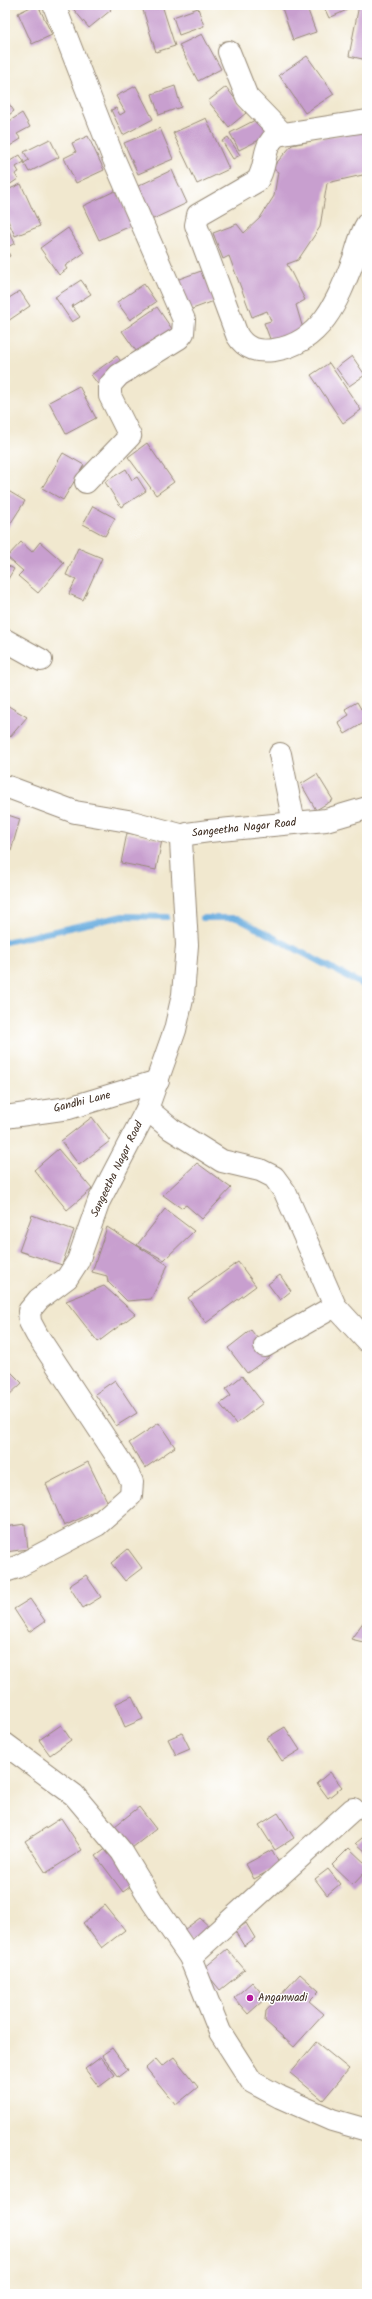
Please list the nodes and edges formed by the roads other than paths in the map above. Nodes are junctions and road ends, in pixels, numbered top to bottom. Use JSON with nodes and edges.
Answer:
{"nodes":[{"id":1,"x":54,"y":5,"type":"edge"},
{"id":2,"x":229,"y":52,"type":"dead end"},
{"id":3,"x":367,"y":121,"type":"edge"},
{"id":4,"x":282,"y":133,"type":"junction"},
{"id":5,"x":367,"y":224,"type":"edge"},
{"id":6,"x":86,"y":482,"type":"dead end"},
{"id":7,"x":5,"y":640,"type":"edge"},
{"id":8,"x":40,"y":660,"type":"dead end"},
{"id":9,"x":280,"y":754,"type":"dead end"},
{"id":10,"x":8,"y":787,"type":"dead end"},
{"id":11,"x":367,"y":808,"type":"edge"},
{"id":12,"x":294,"y":823,"type":"junction"},
{"id":13,"x":184,"y":836,"type":"junction"},
{"id":14,"x":158,"y":1081,"type":"junction"},
{"id":15,"x":147,"y":1109,"type":"junction"},
{"id":16,"x":5,"y":1117,"type":"edge"},
{"id":17,"x":335,"y":1306,"type":"junction"},
{"id":18,"x":367,"y":1341,"type":"edge"},
{"id":19,"x":265,"y":1346,"type":"dead end"},
{"id":20,"x":5,"y":1571,"type":"edge"},
{"id":21,"x":5,"y":1744,"type":"edge"},
{"id":22,"x":353,"y":1809,"type":"dead end"},
{"id":23,"x":190,"y":1957,"type":"junction"},
{"id":24,"x":367,"y":2130,"type":"edge"}],
"edges":[{"from":1,"to":6,"type":"street"},
{"from":2,"to":4,"type":"street"},
{"from":3,"to":4,"type":"street"},
{"from":4,"to":5,"type":"street"},
{"from":7,"to":8,"type":"street"},
{"from":9,"to":12,"type":"street"},
{"from":10,"to":13,"type":"street"},
{"from":11,"to":12,"type":"street","name":"Sangeetha Nagar Road"},
{"from":12,"to":13,"type":"street","name":"Sangeetha Nagar Road"},
{"from":13,"to":14,"type":"street","name":"Sangeetha Nagar Road"},
{"from":14,"to":15,"type":"street","name":"Sangeetha Nagar Road"},
{"from":14,"to":16,"type":"street","name":"Gandhi Lane"},
{"from":15,"to":17,"type":"street"},
{"from":15,"to":20,"type":"street","name":"Sangeetha Nagar Road"},
{"from":17,"to":18,"type":"street"},
{"from":17,"to":19,"type":"street"},
{"from":21,"to":23,"type":"street"},
{"from":22,"to":23,"type":"street"},
{"from":23,"to":24,"type":"street"}]}
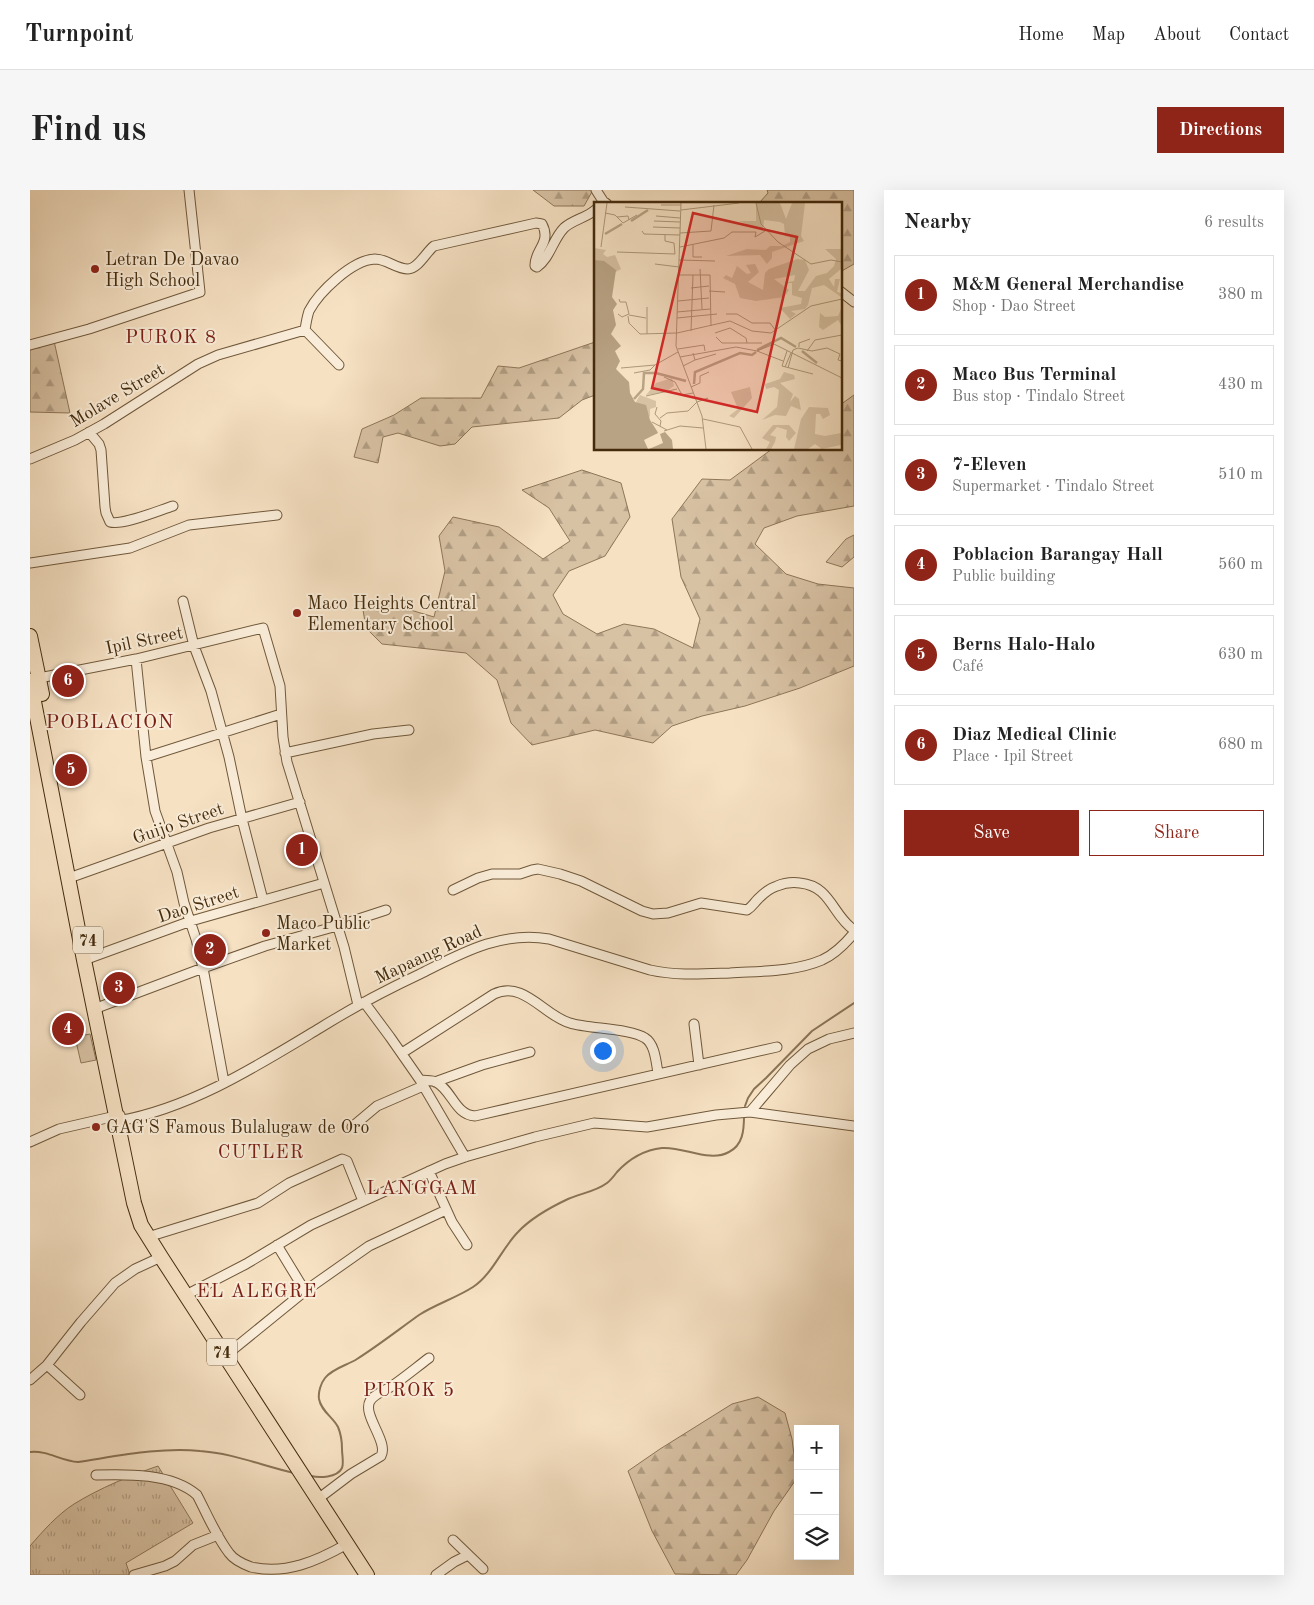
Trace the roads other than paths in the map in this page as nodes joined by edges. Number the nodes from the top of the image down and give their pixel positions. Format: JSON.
{"nodes":[{"id":1,"x":190,"y":190,"type":"edge"},
{"id":2,"x":596,"y":190,"type":"edge"},
{"id":3,"x":603,"y":202,"type":"edge"},
{"id":4,"x":594,"y":211,"type":"edge"},
{"id":5,"x":842,"y":293,"type":"edge"},
{"id":6,"x":854,"y":302,"type":"edge"},
{"id":7,"x":305,"y":330,"type":"junction"},
{"id":8,"x":30,"y":346,"type":"edge"},
{"id":9,"x":339,"y":365,"type":"dead end"},
{"id":10,"x":89,"y":432,"type":"junction"},
{"id":11,"x":30,"y":459,"type":"edge"},
{"id":12,"x":173,"y":506,"type":"dead end"},
{"id":13,"x":276,"y":515,"type":"dead end"},
{"id":14,"x":30,"y":563,"type":"edge"},
{"id":15,"x":183,"y":601,"type":"dead end"},
{"id":16,"x":30,"y":636,"type":"edge"},
{"id":17,"x":194,"y":646,"type":"junction"},
{"id":18,"x":136,"y":659,"type":"junction"},
{"id":19,"x":33,"y":679,"type":"edge"},
{"id":20,"x":282,"y":714,"type":"junction"},
{"id":21,"x":409,"y":730,"type":"dead end"},
{"id":22,"x":222,"y":733,"type":"junction"},
{"id":23,"x":285,"y":753,"type":"junction"},
{"id":24,"x":146,"y":757,"type":"junction"},
{"id":25,"x":300,"y":802,"type":"junction"},
{"id":26,"x":242,"y":818,"type":"junction"},
{"id":27,"x":167,"y":844,"type":"junction"},
{"id":28,"x":72,"y":877,"type":"junction"},
{"id":29,"x":324,"y":882,"type":"junction"},
{"id":30,"x":453,"y":890,"type":"dead end"},
{"id":31,"x":263,"y":900,"type":"junction"},
{"id":32,"x":386,"y":910,"type":"dead end"},
{"id":33,"x":191,"y":922,"type":"junction"},
{"id":34,"x":337,"y":926,"type":"junction"},
{"id":35,"x":854,"y":932,"type":"edge"},
{"id":36,"x":88,"y":959,"type":"junction"},
{"id":37,"x":203,"y":968,"type":"junction"},
{"id":38,"x":361,"y":1004,"type":"junction"},
{"id":39,"x":98,"y":1008,"type":"junction"},
{"id":40,"x":694,"y":1024,"type":"dead end"},
{"id":41,"x":854,"y":1033,"type":"edge"},
{"id":42,"x":777,"y":1046,"type":"dead end"},
{"id":43,"x":530,"y":1052,"type":"dead end"},
{"id":44,"x":402,"y":1053,"type":"junction"},
{"id":45,"x":699,"y":1065,"type":"junction"},
{"id":46,"x":658,"y":1073,"type":"junction"},
{"id":47,"x":224,"y":1082,"type":"junction"},
{"id":48,"x":435,"y":1082,"type":"junction"},
{"id":49,"x":422,"y":1083,"type":"junction"},
{"id":50,"x":750,"y":1112,"type":"junction"},
{"id":51,"x":121,"y":1118,"type":"junction"},
{"id":52,"x":854,"y":1126,"type":"edge"},
{"id":53,"x":352,"y":1127,"type":"dead end"},
{"id":54,"x":30,"y":1142,"type":"edge"},
{"id":55,"x":464,"y":1157,"type":"junction"},
{"id":56,"x":429,"y":1171,"type":"junction"},
{"id":57,"x":363,"y":1201,"type":"junction"},
{"id":58,"x":446,"y":1210,"type":"junction"},
{"id":59,"x":152,"y":1240,"type":"junction"},
{"id":60,"x":277,"y":1244,"type":"junction"},
{"id":61,"x":467,"y":1245,"type":"dead end"},
{"id":62,"x":161,"y":1257,"type":"junction"},
{"id":63,"x":305,"y":1291,"type":"junction"},
{"id":64,"x":186,"y":1295,"type":"junction"},
{"id":65,"x":225,"y":1356,"type":"junction"},
{"id":66,"x":429,"y":1358,"type":"dead end"},
{"id":67,"x":47,"y":1365,"type":"junction"},
{"id":68,"x":30,"y":1380,"type":"edge"},
{"id":69,"x":80,"y":1395,"type":"dead end"},
{"id":70,"x":96,"y":1475,"type":"dead end"},
{"id":71,"x":318,"y":1499,"type":"junction"},
{"id":72,"x":218,"y":1535,"type":"junction"},
{"id":73,"x":453,"y":1540,"type":"dead end"},
{"id":74,"x":347,"y":1544,"type":"junction"},
{"id":75,"x":468,"y":1555,"type":"junction"},
{"id":76,"x":484,"y":1569,"type":"dead end"},
{"id":77,"x":134,"y":1575,"type":"edge"},
{"id":78,"x":367,"y":1575,"type":"edge"},
{"id":79,"x":436,"y":1575,"type":"edge"}],
"edges":[{"from":1,"to":8,"type":"street"},
{"from":2,"to":3,"type":"street"},
{"from":4,"to":7,"type":"street"},
{"from":5,"to":6,"type":"street"},
{"from":7,"to":9,"type":"street"},
{"from":7,"to":10,"type":"street","name":"Molave Street"},
{"from":10,"to":11,"type":"street","name":"Molave Street"},
{"from":10,"to":12,"type":"street"},
{"from":13,"to":14,"type":"street"},
{"from":15,"to":17,"type":"street"},
{"from":16,"to":19,"type":"highway","number":"74"},
{"from":17,"to":18,"type":"street","name":"Ipil Street"},
{"from":17,"to":20,"type":"street","name":"Ipil Street"},
{"from":17,"to":22,"type":"street"},
{"from":18,"to":19,"type":"street","name":"Ipil Street"},
{"from":18,"to":24,"type":"street"},
{"from":19,"to":28,"type":"highway","number":"74"},
{"from":20,"to":22,"type":"street"},
{"from":20,"to":23,"type":"street"},
{"from":21,"to":23,"type":"street"},
{"from":22,"to":24,"type":"street"},
{"from":22,"to":26,"type":"street"},
{"from":23,"to":25,"type":"street"},
{"from":24,"to":27,"type":"street"},
{"from":25,"to":26,"type":"street","name":"Guijo Street"},
{"from":25,"to":29,"type":"street"},
{"from":26,"to":27,"type":"street","name":"Guijo Street"},
{"from":26,"to":31,"type":"street"},
{"from":27,"to":28,"type":"street","name":"Guijo Street"},
{"from":27,"to":33,"type":"street"},
{"from":28,"to":36,"type":"highway","number":"74"},
{"from":29,"to":31,"type":"street","name":"Dao Street"},
{"from":29,"to":34,"type":"street"},
{"from":30,"to":35,"type":"street"},
{"from":31,"to":33,"type":"street","name":"Dao Street"},
{"from":32,"to":34,"type":"street"},
{"from":33,"to":36,"type":"street","name":"Dao Street"},
{"from":33,"to":37,"type":"street"},
{"from":34,"to":37,"type":"street"},
{"from":34,"to":38,"type":"street"},
{"from":35,"to":38,"type":"street","name":"Mapaang Road"},
{"from":36,"to":39,"type":"highway","number":"74"},
{"from":37,"to":39,"type":"street"},
{"from":37,"to":47,"type":"street"},
{"from":38,"to":44,"type":"street"},
{"from":38,"to":47,"type":"street","name":"Mapaang Road"},
{"from":39,"to":51,"type":"highway","number":"74"},
{"from":40,"to":45,"type":"street"},
{"from":41,"to":50,"type":"street"},
{"from":42,"to":45,"type":"street"},
{"from":43,"to":48,"type":"street"},
{"from":44,"to":46,"type":"street"},
{"from":44,"to":49,"type":"street"},
{"from":45,"to":46,"type":"street"},
{"from":46,"to":48,"type":"street"},
{"from":47,"to":51,"type":"street","name":"Mapaang Road"},
{"from":48,"to":49,"type":"street"},
{"from":49,"to":53,"type":"street"},
{"from":49,"to":55,"type":"street"},
{"from":50,"to":52,"type":"street"},
{"from":50,"to":55,"type":"street"},
{"from":51,"to":54,"type":"street","name":"Mapaang Road"},
{"from":51,"to":59,"type":"highway","number":"74"},
{"from":55,"to":56,"type":"street"},
{"from":56,"to":57,"type":"street"},
{"from":56,"to":58,"type":"street"},
{"from":57,"to":59,"type":"street"},
{"from":57,"to":60,"type":"street"},
{"from":58,"to":61,"type":"street"},
{"from":58,"to":63,"type":"street"},
{"from":59,"to":62,"type":"highway","number":"74"},
{"from":60,"to":63,"type":"street"},
{"from":60,"to":64,"type":"street"},
{"from":62,"to":64,"type":"highway","number":"74"},
{"from":62,"to":67,"type":"street"},
{"from":63,"to":65,"type":"street"},
{"from":64,"to":65,"type":"highway","number":"74"},
{"from":65,"to":71,"type":"highway","number":"74"},
{"from":66,"to":71,"type":"street"},
{"from":67,"to":68,"type":"street"},
{"from":67,"to":69,"type":"street"},
{"from":70,"to":72,"type":"street"},
{"from":71,"to":74,"type":"highway","number":"74"},
{"from":72,"to":74,"type":"street"},
{"from":72,"to":77,"type":"street"},
{"from":73,"to":75,"type":"street"},
{"from":74,"to":78,"type":"highway","number":"74"},
{"from":75,"to":76,"type":"street"},
{"from":75,"to":79,"type":"street"}]}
========================
#### [Work to be completed]
Lines with the word "Guijo": copy each one from the data above.

#### [Answer for this exercise]
{"from":25,"to":26,"type":"street","name":"Guijo Street"},
{"from":26,"to":27,"type":"street","name":"Guijo Street"},
{"from":27,"to":28,"type":"street","name":"Guijo Street"},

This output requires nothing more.